Images with keypoint coordinates:
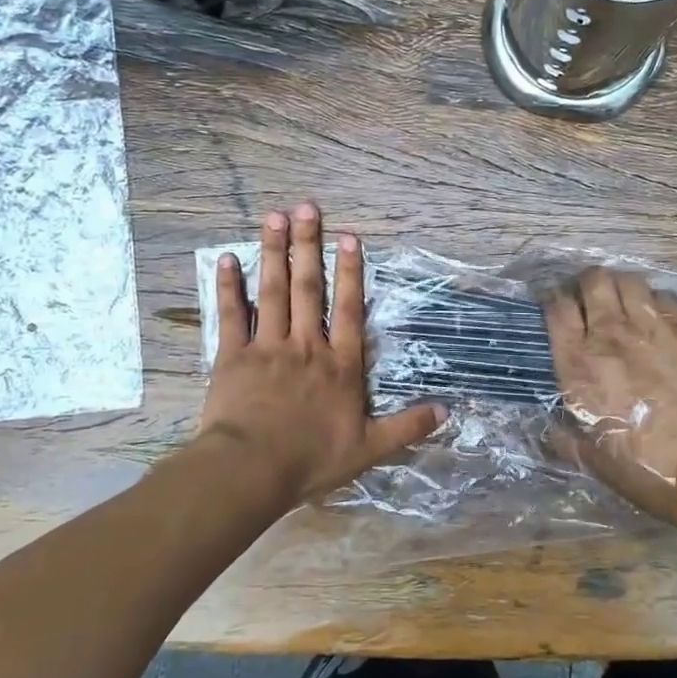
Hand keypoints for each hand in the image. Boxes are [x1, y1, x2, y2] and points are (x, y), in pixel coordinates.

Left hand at [200, 201, 444, 503]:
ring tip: (274, 217)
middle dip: (308, 245)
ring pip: (272, 291)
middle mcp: (307, 345)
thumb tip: (448, 411)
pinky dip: (229, 286)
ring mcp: (268, 347)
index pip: (349, 309)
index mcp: (340, 364)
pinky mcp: (233, 356)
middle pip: (308, 287)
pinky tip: (228, 258)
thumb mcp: (370, 448)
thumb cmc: (312, 459)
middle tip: (306, 208)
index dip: (350, 272)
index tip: (348, 237)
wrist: (252, 469)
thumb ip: (408, 426)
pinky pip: (230, 315)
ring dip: (274, 252)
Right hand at [543, 267, 676, 521]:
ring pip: (629, 280)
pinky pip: (665, 297)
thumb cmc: (640, 467)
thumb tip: (552, 426)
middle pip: (593, 280)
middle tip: (591, 300)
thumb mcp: (587, 456)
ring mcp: (651, 328)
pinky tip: (657, 317)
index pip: (557, 307)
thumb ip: (562, 435)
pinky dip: (656, 301)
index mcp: (578, 363)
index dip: (553, 299)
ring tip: (624, 303)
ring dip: (621, 287)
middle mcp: (610, 335)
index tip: (557, 305)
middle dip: (587, 284)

▶ **Your objective**:
The answer must be the line containing "middle tip: (306, 208)" and every line after it through the end of the records, repeated exactly.

▶ **Solved exercise**:
middle tip: (306, 208)
index dip: (350, 272)
index tip: (348, 237)
wrist: (252, 469)
thumb ip: (408, 426)
pinky pip: (230, 315)
ring dip: (274, 252)
Right hand at [543, 267, 676, 521]:
ring pip: (629, 280)
pinky pip: (665, 297)
thumb cmc: (640, 467)
thumb tip: (552, 426)
middle pip: (593, 280)
middle tip: (591, 300)
thumb mcp: (587, 456)
ring mcp: (651, 328)
pinky tip: (657, 317)
index pip: (557, 307)
thumb ip: (562, 435)
pinky dip: (656, 301)
index mcp: (578, 363)
index dip: (553, 299)
ring tip: (624, 303)
ring dip: (621, 287)
middle mcp: (610, 335)
index tip: (557, 305)
middle dip: (587, 284)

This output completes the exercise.